Which lines of the data hold the word "main"? Copy all of them.

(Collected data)
===
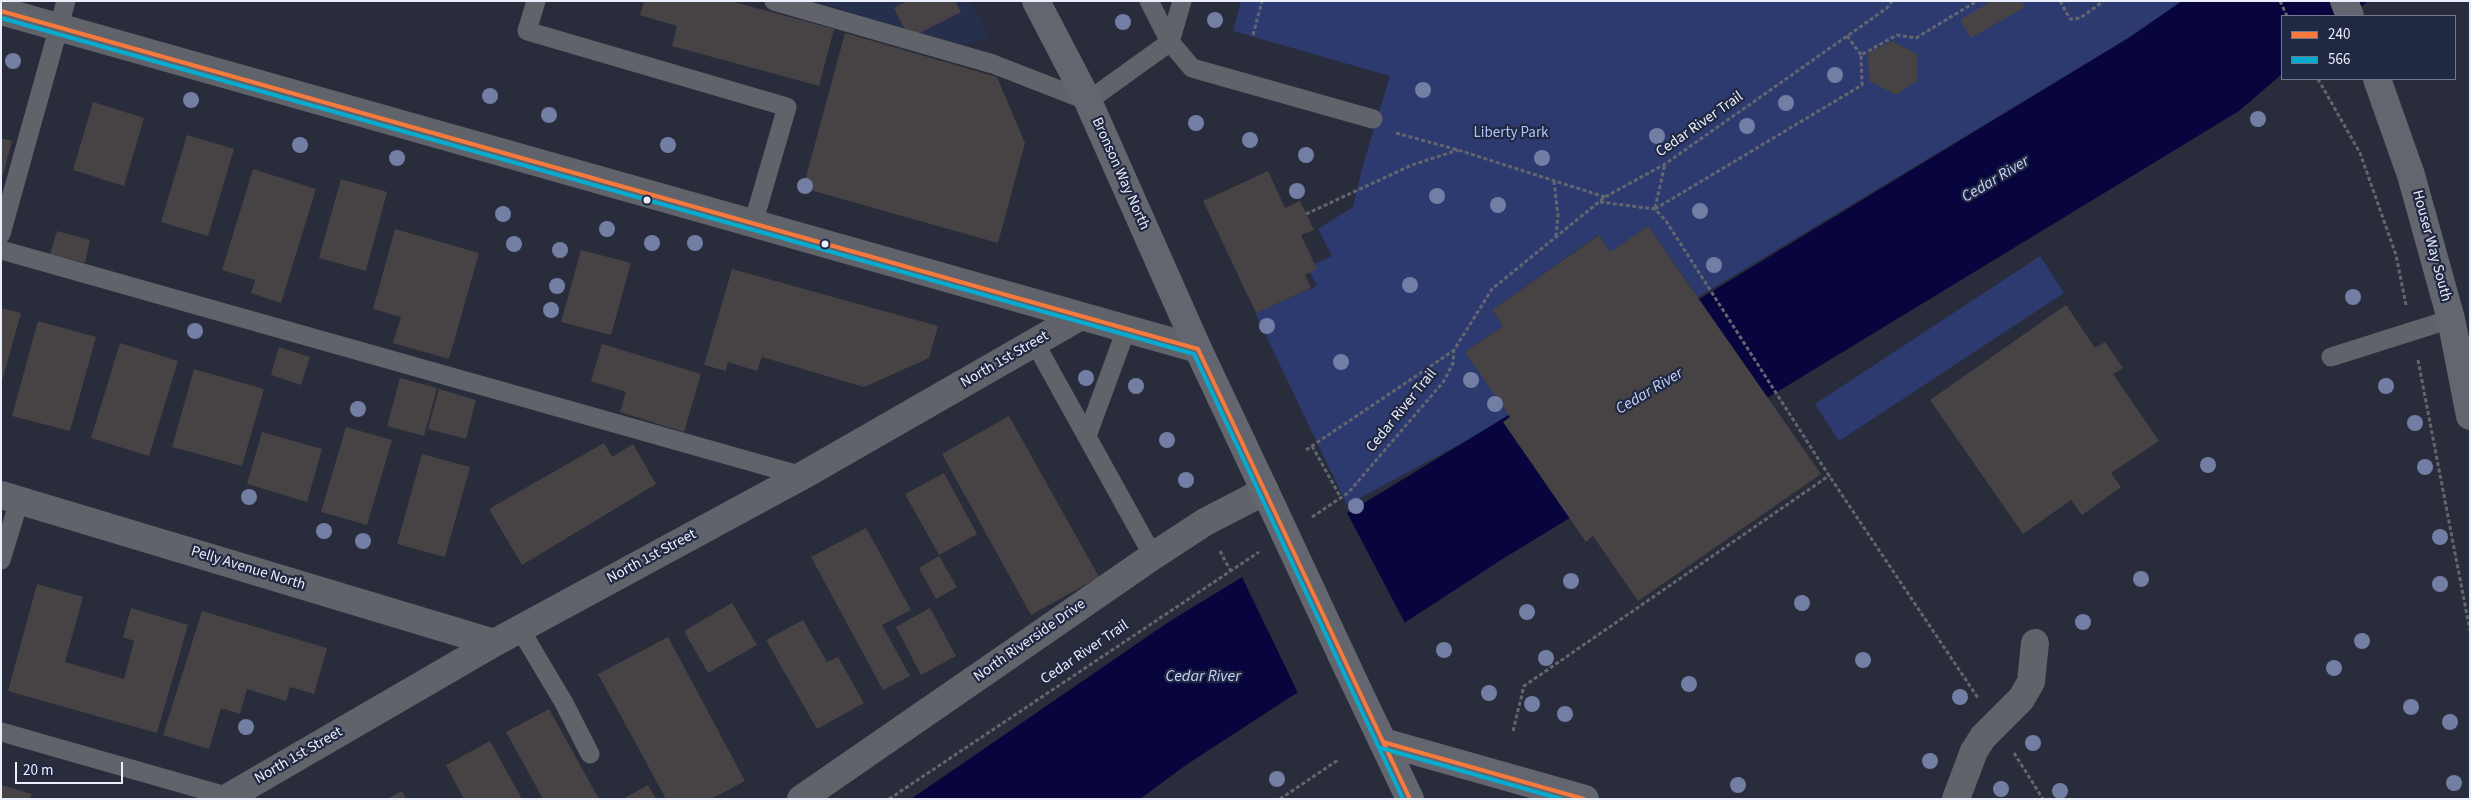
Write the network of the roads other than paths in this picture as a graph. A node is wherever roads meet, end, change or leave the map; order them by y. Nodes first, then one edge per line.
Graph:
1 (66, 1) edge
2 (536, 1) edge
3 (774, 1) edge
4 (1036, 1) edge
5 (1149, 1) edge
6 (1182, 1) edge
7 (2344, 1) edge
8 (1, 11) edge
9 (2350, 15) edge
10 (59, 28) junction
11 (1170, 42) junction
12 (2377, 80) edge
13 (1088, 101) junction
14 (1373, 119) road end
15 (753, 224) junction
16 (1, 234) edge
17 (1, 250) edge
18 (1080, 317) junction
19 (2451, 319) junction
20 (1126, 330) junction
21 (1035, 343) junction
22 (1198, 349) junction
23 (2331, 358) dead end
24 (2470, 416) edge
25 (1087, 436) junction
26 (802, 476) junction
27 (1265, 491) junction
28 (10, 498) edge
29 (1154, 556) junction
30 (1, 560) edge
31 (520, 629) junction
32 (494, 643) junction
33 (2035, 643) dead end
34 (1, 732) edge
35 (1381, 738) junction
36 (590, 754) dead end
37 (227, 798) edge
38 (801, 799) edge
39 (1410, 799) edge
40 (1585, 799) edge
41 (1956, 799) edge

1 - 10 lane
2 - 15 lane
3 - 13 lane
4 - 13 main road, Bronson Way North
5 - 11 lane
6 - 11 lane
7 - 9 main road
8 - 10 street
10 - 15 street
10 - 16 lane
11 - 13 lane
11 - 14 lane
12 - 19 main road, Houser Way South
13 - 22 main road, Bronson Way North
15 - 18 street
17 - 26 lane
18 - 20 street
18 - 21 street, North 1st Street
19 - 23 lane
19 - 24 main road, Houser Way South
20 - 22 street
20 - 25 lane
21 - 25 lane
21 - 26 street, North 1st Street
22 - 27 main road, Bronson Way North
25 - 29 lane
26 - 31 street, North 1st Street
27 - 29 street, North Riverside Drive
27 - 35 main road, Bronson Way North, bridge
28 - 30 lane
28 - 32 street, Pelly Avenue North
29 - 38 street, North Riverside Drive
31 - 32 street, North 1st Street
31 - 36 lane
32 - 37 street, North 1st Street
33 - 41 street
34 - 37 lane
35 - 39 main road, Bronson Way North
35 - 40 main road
===
* _The completed task_:
4 - 13 main road, Bronson Way North
7 - 9 main road
12 - 19 main road, Houser Way South
13 - 22 main road, Bronson Way North
19 - 24 main road, Houser Way South
22 - 27 main road, Bronson Way North
27 - 35 main road, Bronson Way North, bridge
35 - 39 main road, Bronson Way North
35 - 40 main road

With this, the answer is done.